Show all lines of the listing that hold the word "main".

Supplied entries START

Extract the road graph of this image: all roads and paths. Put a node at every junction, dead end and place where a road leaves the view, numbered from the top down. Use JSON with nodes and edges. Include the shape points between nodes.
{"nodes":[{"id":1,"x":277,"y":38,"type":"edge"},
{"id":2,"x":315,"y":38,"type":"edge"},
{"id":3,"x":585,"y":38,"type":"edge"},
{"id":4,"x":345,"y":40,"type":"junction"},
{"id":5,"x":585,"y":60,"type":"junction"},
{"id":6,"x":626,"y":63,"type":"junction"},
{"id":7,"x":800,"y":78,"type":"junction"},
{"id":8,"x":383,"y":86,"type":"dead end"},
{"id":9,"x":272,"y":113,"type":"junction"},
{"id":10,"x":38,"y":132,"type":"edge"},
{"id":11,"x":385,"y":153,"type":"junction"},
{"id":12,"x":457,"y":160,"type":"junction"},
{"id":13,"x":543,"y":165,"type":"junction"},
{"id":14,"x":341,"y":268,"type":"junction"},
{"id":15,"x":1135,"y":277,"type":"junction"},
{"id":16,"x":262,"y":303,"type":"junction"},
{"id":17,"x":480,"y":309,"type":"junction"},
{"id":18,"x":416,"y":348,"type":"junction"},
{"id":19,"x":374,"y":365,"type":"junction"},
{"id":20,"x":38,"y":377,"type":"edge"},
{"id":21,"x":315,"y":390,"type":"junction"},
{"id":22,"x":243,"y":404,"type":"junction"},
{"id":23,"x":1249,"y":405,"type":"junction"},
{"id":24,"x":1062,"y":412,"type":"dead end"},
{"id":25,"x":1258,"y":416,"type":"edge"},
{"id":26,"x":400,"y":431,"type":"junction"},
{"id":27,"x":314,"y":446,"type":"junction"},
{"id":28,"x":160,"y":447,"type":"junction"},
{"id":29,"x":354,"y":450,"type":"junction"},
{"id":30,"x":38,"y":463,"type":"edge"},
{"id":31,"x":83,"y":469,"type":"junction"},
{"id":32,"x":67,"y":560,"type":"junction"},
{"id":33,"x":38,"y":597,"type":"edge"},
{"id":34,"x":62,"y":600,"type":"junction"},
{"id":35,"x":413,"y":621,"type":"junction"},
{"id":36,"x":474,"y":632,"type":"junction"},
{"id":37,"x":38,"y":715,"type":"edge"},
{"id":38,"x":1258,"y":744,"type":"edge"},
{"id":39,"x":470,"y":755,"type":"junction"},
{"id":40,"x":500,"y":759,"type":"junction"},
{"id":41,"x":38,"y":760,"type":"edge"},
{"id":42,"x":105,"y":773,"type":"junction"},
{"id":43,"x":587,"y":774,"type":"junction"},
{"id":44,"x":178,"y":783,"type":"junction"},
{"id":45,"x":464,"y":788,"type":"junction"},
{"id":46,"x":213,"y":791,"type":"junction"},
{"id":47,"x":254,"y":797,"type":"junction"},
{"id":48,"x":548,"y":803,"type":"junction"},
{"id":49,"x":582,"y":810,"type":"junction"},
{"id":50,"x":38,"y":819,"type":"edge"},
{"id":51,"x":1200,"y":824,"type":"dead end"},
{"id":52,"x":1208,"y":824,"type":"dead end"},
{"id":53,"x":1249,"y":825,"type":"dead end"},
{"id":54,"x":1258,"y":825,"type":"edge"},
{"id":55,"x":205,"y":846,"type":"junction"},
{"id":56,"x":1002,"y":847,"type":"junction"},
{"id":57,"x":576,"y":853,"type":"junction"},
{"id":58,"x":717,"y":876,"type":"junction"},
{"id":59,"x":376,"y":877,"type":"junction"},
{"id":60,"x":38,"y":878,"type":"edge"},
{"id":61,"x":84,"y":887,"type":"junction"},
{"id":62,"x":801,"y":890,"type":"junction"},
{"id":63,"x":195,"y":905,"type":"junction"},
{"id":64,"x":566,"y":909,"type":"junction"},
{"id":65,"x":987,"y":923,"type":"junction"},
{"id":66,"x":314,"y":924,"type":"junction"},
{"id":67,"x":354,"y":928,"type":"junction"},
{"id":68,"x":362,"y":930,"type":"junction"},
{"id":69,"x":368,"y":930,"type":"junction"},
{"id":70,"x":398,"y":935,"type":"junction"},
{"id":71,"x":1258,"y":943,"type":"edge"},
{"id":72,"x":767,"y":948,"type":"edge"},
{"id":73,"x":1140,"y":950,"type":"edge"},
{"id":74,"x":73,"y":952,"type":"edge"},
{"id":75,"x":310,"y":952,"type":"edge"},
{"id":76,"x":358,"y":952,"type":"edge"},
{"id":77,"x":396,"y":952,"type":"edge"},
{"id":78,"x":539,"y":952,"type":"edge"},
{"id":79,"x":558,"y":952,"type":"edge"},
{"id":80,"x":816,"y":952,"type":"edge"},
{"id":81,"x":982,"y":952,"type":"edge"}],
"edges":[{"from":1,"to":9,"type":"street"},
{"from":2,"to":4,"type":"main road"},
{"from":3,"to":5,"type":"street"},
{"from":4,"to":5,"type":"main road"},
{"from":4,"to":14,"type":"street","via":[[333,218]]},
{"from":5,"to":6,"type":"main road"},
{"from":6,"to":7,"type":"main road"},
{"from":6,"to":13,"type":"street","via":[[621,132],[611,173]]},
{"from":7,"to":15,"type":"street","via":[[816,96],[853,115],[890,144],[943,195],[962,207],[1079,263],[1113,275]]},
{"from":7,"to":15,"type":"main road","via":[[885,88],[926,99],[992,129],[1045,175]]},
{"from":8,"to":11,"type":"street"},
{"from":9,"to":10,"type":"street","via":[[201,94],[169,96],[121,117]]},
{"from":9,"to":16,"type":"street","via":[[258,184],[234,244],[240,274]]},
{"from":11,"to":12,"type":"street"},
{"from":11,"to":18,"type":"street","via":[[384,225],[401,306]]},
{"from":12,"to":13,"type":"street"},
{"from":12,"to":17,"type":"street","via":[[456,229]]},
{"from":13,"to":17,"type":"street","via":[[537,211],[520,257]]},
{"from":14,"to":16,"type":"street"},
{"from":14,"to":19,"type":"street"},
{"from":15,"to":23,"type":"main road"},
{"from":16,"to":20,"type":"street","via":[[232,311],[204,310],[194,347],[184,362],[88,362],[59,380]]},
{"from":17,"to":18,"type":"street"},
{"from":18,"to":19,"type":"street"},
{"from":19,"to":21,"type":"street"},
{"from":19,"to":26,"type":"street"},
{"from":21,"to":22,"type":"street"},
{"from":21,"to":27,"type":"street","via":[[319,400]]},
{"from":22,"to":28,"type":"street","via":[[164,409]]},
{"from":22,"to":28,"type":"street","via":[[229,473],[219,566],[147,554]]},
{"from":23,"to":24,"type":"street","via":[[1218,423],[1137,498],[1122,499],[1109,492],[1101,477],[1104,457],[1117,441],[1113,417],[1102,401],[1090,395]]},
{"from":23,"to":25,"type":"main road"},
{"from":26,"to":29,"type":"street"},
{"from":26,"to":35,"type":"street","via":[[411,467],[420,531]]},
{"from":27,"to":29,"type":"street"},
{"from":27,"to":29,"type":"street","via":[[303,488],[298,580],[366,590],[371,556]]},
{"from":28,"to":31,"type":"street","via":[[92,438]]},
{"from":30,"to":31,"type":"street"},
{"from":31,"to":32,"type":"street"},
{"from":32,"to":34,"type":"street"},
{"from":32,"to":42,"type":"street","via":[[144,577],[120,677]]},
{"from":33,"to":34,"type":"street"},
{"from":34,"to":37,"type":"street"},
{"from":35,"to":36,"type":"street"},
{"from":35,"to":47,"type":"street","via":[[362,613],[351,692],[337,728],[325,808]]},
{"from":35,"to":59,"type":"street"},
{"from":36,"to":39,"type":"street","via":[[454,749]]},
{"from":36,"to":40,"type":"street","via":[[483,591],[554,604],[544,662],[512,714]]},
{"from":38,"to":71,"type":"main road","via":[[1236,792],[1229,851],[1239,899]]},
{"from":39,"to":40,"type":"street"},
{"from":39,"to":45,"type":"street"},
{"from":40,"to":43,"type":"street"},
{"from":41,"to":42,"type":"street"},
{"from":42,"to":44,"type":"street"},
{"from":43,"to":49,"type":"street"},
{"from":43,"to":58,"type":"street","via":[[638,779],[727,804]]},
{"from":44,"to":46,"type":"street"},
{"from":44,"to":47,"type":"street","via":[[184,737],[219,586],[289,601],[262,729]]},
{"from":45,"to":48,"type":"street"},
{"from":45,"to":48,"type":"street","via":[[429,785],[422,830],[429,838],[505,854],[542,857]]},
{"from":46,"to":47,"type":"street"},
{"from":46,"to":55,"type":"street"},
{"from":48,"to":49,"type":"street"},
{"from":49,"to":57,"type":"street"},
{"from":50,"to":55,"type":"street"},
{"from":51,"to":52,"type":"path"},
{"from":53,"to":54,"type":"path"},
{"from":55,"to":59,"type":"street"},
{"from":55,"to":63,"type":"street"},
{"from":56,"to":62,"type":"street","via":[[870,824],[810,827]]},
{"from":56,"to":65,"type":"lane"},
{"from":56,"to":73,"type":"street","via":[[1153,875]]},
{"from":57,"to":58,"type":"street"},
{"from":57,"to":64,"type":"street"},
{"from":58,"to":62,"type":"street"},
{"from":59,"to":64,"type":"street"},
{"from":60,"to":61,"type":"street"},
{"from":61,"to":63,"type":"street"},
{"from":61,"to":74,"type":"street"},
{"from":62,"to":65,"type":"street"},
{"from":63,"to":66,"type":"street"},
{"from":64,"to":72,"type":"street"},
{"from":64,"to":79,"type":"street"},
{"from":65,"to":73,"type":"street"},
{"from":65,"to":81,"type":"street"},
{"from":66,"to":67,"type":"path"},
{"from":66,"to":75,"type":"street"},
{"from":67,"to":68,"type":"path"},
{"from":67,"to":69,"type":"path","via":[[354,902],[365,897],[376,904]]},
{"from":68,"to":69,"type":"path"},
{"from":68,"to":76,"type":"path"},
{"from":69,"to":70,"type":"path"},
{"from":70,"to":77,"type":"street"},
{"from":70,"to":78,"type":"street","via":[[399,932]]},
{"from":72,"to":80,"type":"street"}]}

Supplied entries END

● **Solution to the exercise**
{"from":2,"to":4,"type":"main road"},
{"from":4,"to":5,"type":"main road"},
{"from":5,"to":6,"type":"main road"},
{"from":6,"to":7,"type":"main road"},
{"from":7,"to":15,"type":"main road","via":[[885,88],[926,99],[992,129],[1045,175]]},
{"from":15,"to":23,"type":"main road"},
{"from":23,"to":25,"type":"main road"},
{"from":38,"to":71,"type":"main road","via":[[1236,792],[1229,851],[1239,899]]},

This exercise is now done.